→ **RECORDED DATA**:
# # #

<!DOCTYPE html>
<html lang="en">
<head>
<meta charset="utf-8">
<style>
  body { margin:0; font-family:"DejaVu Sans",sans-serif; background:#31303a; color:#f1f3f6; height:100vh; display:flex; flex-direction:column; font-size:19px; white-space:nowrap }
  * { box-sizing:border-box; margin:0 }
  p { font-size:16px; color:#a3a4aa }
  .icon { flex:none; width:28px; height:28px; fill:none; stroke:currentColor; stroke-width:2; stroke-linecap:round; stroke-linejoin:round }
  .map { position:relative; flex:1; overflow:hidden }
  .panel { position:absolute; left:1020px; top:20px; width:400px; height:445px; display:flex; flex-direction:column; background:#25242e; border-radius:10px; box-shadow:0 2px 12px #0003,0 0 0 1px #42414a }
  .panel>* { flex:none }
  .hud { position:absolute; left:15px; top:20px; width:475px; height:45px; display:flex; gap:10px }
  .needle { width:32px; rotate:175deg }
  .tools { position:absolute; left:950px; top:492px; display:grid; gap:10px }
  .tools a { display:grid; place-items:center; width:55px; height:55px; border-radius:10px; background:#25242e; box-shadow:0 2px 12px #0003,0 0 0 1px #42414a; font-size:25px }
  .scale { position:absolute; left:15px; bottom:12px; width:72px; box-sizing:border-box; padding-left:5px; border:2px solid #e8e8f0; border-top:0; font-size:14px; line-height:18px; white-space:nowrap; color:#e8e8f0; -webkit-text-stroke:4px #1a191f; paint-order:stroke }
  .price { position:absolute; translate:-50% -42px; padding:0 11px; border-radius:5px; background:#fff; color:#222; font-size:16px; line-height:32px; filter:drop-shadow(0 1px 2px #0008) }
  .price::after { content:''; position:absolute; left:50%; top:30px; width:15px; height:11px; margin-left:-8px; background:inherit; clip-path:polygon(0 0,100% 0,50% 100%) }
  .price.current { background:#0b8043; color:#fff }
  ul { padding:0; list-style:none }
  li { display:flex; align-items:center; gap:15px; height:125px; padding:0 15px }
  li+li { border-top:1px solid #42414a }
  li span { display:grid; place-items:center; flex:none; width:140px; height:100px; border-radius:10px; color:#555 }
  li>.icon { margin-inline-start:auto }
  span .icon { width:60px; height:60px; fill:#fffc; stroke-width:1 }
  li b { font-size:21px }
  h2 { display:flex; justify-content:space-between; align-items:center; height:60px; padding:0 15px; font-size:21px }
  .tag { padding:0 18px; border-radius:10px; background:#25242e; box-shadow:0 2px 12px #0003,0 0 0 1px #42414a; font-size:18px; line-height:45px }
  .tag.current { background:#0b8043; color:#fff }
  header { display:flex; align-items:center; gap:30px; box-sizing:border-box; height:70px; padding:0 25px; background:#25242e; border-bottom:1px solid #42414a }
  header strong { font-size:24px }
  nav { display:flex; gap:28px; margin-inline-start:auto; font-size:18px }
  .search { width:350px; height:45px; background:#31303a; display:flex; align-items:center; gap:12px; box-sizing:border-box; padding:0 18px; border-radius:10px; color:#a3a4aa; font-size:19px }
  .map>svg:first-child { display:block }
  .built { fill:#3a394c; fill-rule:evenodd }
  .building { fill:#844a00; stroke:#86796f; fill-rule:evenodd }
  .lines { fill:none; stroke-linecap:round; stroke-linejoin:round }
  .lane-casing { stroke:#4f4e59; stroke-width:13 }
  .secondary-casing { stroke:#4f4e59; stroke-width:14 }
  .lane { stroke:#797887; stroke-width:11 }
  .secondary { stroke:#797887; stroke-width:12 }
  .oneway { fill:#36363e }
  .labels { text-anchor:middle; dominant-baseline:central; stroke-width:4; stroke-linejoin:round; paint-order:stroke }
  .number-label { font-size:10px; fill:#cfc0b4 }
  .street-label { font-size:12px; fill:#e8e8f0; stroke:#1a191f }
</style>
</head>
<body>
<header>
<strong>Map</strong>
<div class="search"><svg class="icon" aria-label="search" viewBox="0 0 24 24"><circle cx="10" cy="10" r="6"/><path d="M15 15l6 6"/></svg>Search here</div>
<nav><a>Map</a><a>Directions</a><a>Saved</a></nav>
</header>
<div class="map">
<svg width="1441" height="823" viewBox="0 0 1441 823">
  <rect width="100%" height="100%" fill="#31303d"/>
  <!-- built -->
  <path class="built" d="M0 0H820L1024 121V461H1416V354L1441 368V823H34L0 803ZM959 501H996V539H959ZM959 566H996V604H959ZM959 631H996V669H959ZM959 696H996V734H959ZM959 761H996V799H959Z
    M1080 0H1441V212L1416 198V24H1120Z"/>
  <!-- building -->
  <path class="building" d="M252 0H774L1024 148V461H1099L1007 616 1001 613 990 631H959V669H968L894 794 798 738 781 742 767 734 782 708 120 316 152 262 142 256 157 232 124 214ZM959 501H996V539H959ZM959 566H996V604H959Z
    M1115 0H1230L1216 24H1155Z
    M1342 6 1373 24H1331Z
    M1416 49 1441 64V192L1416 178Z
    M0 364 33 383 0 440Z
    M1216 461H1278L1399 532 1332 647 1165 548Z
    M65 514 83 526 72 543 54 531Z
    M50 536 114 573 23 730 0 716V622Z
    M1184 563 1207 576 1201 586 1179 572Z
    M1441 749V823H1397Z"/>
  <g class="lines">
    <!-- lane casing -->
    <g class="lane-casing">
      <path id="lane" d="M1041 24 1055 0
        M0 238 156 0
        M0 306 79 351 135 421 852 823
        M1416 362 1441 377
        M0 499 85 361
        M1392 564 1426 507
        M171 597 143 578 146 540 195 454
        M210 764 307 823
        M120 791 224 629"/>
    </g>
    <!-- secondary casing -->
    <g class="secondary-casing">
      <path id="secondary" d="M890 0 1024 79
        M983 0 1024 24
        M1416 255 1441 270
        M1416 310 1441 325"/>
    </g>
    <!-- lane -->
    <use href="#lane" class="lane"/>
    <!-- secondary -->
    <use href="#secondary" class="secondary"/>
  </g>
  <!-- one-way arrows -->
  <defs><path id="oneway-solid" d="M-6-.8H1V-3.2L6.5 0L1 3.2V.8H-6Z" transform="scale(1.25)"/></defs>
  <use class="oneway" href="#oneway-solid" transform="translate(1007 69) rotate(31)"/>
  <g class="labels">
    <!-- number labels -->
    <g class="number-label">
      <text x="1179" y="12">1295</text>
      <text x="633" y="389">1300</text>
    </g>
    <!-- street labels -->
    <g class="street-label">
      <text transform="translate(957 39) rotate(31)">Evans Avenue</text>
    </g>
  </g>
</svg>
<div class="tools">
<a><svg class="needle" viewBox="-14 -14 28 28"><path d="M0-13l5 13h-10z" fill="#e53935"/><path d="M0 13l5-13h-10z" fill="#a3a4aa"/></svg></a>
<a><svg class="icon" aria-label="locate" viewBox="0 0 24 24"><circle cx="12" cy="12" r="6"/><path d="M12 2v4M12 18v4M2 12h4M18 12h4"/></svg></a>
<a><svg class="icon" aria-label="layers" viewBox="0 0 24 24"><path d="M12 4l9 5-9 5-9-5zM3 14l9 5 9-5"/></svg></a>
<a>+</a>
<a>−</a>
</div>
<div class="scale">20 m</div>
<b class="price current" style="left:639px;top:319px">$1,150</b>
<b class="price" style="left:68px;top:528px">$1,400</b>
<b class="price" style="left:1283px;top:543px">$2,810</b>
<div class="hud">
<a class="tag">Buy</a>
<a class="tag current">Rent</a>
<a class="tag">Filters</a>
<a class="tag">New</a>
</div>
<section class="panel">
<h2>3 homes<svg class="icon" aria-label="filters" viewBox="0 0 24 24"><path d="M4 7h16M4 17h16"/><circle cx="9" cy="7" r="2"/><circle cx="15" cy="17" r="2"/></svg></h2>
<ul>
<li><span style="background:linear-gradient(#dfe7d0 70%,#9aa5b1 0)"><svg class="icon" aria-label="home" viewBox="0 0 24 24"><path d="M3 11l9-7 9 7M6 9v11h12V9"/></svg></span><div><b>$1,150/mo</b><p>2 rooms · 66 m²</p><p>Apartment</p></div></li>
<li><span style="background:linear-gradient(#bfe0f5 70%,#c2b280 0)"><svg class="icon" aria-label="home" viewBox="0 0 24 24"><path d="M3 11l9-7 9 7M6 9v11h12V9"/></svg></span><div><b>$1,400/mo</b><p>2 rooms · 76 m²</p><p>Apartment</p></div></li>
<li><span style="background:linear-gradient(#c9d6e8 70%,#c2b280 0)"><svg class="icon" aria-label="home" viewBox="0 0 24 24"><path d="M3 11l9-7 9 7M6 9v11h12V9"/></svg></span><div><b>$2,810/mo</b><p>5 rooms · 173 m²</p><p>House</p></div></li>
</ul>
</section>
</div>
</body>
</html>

# # #

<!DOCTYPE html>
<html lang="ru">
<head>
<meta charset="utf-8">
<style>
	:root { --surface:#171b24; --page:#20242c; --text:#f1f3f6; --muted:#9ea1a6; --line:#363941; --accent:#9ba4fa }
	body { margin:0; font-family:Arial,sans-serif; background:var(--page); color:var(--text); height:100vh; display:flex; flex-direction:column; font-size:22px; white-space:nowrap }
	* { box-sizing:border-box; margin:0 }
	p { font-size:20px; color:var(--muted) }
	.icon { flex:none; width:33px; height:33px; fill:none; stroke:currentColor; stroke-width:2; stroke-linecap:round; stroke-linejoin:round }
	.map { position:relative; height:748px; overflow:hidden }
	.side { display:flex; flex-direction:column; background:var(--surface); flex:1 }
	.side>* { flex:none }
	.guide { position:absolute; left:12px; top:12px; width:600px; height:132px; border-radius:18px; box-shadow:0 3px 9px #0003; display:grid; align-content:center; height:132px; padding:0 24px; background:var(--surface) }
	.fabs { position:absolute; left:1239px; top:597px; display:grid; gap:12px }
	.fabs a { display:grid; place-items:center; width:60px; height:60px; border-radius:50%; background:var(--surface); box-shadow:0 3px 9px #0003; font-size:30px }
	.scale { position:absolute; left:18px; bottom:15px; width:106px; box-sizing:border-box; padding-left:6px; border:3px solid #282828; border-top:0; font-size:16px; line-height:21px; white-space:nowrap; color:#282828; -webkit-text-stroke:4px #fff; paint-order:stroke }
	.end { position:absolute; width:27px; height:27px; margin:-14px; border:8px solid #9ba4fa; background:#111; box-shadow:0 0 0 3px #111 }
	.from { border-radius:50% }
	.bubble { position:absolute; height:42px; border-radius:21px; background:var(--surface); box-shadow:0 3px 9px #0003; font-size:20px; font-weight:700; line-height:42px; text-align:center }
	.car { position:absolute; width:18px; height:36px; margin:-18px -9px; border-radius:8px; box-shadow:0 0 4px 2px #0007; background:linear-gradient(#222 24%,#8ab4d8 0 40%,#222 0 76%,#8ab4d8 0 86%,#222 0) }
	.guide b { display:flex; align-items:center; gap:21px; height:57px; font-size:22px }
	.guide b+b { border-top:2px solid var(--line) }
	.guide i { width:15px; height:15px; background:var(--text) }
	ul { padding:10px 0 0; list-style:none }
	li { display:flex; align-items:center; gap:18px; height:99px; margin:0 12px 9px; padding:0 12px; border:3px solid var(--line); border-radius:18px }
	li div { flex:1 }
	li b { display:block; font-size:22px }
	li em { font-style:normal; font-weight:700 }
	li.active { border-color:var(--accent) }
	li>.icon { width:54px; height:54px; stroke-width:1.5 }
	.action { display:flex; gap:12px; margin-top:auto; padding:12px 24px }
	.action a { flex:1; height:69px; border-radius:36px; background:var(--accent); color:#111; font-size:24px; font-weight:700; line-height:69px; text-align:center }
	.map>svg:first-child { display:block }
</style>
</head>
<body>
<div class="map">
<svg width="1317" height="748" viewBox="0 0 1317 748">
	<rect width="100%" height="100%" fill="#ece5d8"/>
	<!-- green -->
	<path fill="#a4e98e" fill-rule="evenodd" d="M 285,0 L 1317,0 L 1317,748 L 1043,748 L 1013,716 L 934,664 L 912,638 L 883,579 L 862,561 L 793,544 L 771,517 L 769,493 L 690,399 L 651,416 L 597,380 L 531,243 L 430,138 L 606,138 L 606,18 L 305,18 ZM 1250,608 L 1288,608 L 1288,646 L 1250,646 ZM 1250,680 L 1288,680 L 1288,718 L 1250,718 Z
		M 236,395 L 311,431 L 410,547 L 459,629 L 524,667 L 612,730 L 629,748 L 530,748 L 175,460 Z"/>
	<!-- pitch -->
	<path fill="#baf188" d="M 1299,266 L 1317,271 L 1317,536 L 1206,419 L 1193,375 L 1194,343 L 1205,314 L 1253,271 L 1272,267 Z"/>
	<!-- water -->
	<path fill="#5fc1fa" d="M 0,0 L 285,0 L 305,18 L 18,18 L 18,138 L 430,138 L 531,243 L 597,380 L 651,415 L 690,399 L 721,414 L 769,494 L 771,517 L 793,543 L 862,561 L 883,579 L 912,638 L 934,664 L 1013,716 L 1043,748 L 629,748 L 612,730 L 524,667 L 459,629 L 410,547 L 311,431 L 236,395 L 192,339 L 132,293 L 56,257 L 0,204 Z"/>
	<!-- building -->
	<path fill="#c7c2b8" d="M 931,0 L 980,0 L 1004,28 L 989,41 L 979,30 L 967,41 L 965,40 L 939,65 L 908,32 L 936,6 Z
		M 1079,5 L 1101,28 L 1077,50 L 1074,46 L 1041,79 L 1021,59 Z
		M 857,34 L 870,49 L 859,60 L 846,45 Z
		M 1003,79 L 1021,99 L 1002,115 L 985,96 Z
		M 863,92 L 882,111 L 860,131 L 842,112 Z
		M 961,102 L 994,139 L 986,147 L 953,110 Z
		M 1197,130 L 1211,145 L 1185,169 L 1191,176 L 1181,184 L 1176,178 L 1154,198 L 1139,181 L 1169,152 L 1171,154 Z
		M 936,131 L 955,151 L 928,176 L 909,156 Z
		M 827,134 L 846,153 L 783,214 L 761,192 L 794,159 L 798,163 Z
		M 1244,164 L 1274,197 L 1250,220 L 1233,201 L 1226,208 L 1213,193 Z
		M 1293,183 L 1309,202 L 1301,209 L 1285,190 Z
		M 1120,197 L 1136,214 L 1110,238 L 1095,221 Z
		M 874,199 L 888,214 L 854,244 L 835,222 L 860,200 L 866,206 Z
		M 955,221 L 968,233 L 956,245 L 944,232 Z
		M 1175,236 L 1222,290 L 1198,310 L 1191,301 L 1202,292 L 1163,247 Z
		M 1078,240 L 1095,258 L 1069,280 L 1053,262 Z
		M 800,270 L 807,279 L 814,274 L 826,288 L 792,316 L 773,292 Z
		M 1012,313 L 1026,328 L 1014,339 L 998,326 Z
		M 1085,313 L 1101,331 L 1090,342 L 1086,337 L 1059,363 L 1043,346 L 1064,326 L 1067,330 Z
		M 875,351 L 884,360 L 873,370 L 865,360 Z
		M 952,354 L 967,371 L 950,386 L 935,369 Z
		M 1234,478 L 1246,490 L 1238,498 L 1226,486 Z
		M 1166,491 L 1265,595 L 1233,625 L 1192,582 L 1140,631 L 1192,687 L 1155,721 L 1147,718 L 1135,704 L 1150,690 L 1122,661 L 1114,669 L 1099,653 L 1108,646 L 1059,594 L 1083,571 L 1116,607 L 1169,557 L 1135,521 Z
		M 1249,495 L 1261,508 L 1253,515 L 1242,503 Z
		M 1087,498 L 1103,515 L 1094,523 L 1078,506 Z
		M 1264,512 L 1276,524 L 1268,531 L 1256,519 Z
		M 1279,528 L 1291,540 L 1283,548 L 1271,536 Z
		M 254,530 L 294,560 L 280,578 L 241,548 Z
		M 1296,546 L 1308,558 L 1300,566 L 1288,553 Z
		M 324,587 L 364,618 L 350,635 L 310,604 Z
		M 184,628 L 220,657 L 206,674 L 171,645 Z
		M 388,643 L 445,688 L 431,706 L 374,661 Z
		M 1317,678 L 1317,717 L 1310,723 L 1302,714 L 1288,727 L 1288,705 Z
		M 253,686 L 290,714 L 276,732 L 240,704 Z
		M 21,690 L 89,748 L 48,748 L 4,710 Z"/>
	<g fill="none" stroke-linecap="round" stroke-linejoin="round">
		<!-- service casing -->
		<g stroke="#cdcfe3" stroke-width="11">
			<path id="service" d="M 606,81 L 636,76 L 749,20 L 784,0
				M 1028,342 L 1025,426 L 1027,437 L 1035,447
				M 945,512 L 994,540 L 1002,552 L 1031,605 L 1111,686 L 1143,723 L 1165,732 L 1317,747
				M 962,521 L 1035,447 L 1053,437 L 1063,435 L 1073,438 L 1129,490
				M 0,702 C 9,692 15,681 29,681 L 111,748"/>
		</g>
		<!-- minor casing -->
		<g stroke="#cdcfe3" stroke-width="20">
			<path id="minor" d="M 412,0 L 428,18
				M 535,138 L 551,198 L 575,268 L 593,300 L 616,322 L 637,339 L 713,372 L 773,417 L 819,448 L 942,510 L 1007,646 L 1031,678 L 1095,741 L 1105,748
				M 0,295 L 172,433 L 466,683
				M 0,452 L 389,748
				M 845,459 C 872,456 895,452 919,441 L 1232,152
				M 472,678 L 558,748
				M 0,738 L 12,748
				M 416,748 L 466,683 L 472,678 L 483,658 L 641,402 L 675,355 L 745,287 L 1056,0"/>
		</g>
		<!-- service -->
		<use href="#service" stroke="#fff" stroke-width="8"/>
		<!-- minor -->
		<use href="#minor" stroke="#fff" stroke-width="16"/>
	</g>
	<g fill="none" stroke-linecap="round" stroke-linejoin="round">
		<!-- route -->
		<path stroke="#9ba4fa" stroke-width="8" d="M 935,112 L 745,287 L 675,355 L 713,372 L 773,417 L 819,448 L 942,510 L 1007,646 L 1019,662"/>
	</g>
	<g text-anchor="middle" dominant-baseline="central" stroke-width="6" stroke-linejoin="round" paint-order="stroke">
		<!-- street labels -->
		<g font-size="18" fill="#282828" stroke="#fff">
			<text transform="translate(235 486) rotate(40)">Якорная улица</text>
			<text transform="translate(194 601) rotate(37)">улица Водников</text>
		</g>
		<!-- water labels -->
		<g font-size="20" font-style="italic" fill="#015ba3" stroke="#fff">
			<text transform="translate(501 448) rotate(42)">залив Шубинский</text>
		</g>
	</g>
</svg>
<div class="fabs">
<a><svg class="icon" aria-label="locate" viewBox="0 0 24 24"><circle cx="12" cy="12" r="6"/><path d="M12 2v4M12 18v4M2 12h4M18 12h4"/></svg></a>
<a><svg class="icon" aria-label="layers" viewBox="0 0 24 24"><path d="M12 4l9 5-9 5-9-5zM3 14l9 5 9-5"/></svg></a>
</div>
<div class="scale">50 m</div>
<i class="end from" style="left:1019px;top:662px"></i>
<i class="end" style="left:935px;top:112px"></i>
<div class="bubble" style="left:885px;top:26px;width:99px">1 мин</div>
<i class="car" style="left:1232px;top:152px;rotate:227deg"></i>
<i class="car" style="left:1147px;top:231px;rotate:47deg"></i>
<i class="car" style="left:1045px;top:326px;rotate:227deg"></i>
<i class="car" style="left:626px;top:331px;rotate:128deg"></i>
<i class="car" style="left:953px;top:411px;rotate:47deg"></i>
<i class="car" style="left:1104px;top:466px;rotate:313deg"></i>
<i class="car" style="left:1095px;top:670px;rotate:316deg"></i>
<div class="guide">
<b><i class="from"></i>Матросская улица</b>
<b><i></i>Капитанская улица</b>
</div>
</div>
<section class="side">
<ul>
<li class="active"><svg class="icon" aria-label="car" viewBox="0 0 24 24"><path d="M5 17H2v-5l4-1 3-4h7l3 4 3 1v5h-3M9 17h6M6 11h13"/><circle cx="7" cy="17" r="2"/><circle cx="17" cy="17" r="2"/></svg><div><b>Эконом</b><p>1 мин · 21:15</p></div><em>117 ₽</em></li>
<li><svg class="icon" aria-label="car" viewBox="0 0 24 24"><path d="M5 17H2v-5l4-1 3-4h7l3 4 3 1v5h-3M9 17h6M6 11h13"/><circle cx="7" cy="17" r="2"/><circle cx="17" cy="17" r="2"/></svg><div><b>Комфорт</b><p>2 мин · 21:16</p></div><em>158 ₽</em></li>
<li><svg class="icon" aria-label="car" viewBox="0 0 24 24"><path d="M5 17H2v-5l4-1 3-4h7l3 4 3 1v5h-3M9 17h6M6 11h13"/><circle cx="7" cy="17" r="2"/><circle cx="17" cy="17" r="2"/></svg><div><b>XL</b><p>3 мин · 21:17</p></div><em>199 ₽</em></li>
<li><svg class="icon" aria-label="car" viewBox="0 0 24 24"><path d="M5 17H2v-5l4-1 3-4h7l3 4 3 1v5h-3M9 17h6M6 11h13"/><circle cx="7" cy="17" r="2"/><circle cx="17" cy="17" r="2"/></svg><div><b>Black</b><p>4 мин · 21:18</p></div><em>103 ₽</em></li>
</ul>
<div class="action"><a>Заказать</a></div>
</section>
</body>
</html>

# # #

→ **WHAT IS REQUIRED**: The lines holding the string "currentColor" in the listing above are what you should copy out.

→ **EXERCISE OUTPUT**:
  .icon { flex:none; width:28px; height:28px; fill:none; stroke:currentColor; stroke-width:2; stroke-linecap:round; stroke-linejoin:round }
	.icon { flex:none; width:33px; height:33px; fill:none; stroke:currentColor; stroke-width:2; stroke-linecap:round; stroke-linejoin:round }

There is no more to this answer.